Para la reunión también compré cervezas nacionales, enlatadas, como es usual en Cuba, aunque estaban bastante bautizadas por una o varias manos de cohecho, apenas sin espuma y transparentes como el agua, cerveza mala, de muy mala calidad y a precios escandalosos.
La pasamos bien, la verdad. Nos divertimos recordando los viejos tiempos y, como es usual, introduciendo de vez en cuando la pregunta de ¿te acuerdas de fulano?
Hubo un momento en que entró el tema de la situación del país, cuyo desmenuzamiento duró tanto que me aburrí, me sentí fuera de contexto, excluido, perdido. Me di cuenta de que ya no era de allí. Sentí una profunda tristeza disimulada al corroborar que los que emigramos, llegado un momento, no somos ni de un lado ni de otro; y, sin embargo, cargamos con el peso del desarraigo como si la vida te cambiara un problema por otro. Que de hecho es así.

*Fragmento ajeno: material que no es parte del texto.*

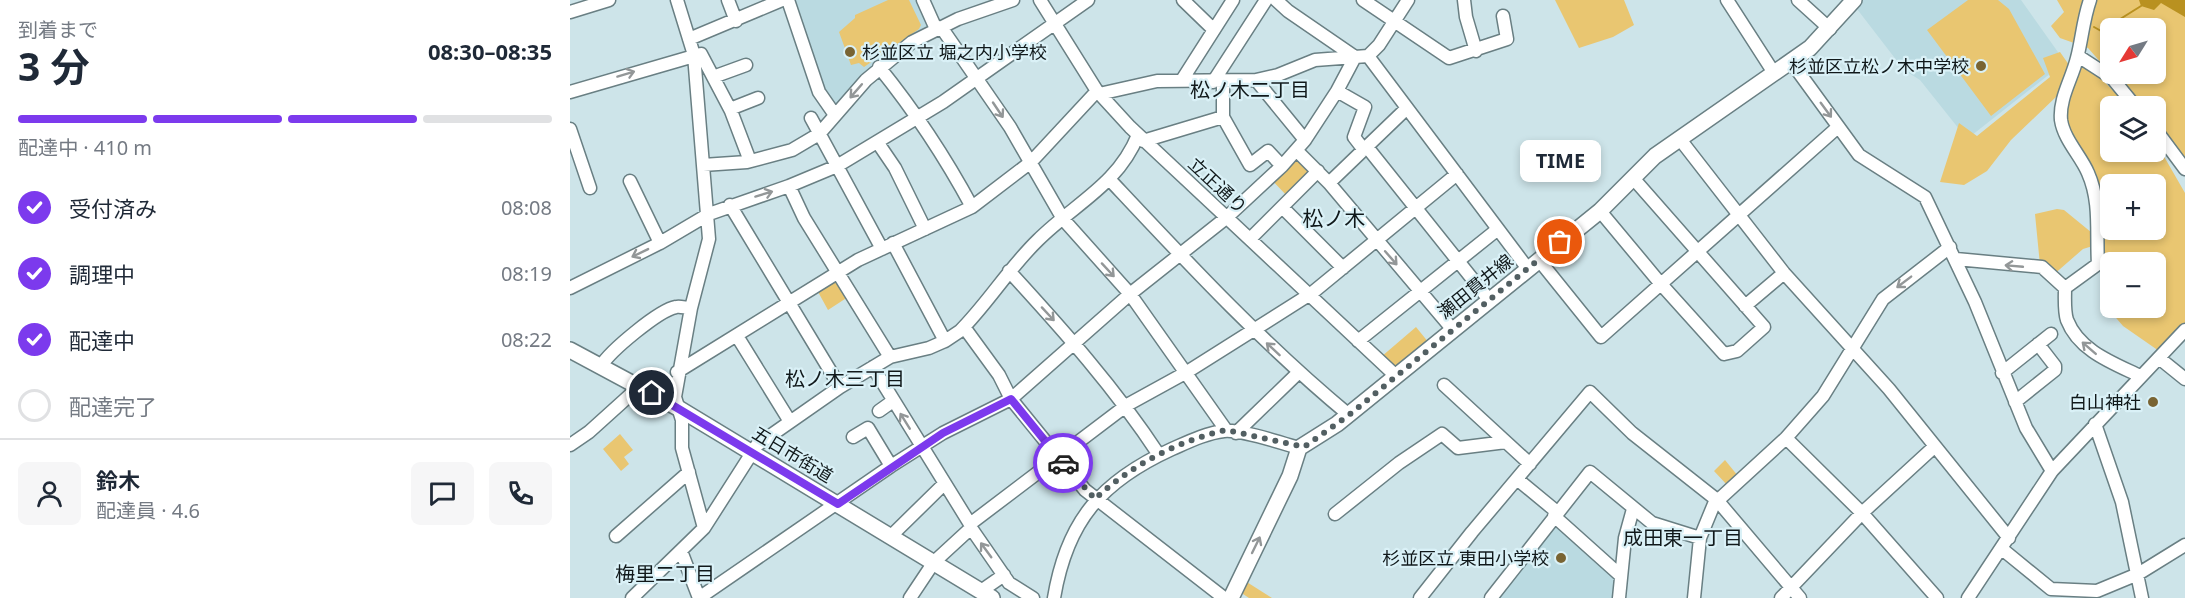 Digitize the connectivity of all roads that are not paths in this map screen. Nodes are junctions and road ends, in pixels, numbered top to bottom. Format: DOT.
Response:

Demasiado tiempo duró la exposición del tema de la venta de huevos clandestina. El precio en mercado negro del huevo de gallina, las sanciones hasta con la cárcel para los traficantes de huevos de granja.
¿Y yo no tendría otras cosas que contar?
Por supuesto que sí, y ellos estarían encantados con escuchar mis relatos del otro mundo. Pero –y esto es una triste verdad- en Cuba urge la catarsis, la “descarga”, que es como se llama allí hablar de lo mismo en todas partes y a todas horas.
Alguien me dijo una vez que quejarse es terapéutico. Pero, apostilló, también depende de con quien te quejes.
Me consolé pensando en que, varias veces, cuando vivía allí, me comporté como mismo hicieron mis amigos. Es la relatividad de las cosas la que hace cambiar el punto de vista.
Mi querida amiga no apareció aquel domingo. Llamó por teléfono al día siguiente –la víspera de mi regreso a Barcelona- y se disculpó con toda honestidad:
-…Es que tuve miedo de que se hablara de política…Ya sabes como es Manuel.
-No te preocupes. Hiciste bien porque se habló de política, de la política de distribución de los huevos del Estado. Ahora, fuera de broma, recuerda que te sigo queriendo igual y que te llevo en el corazón.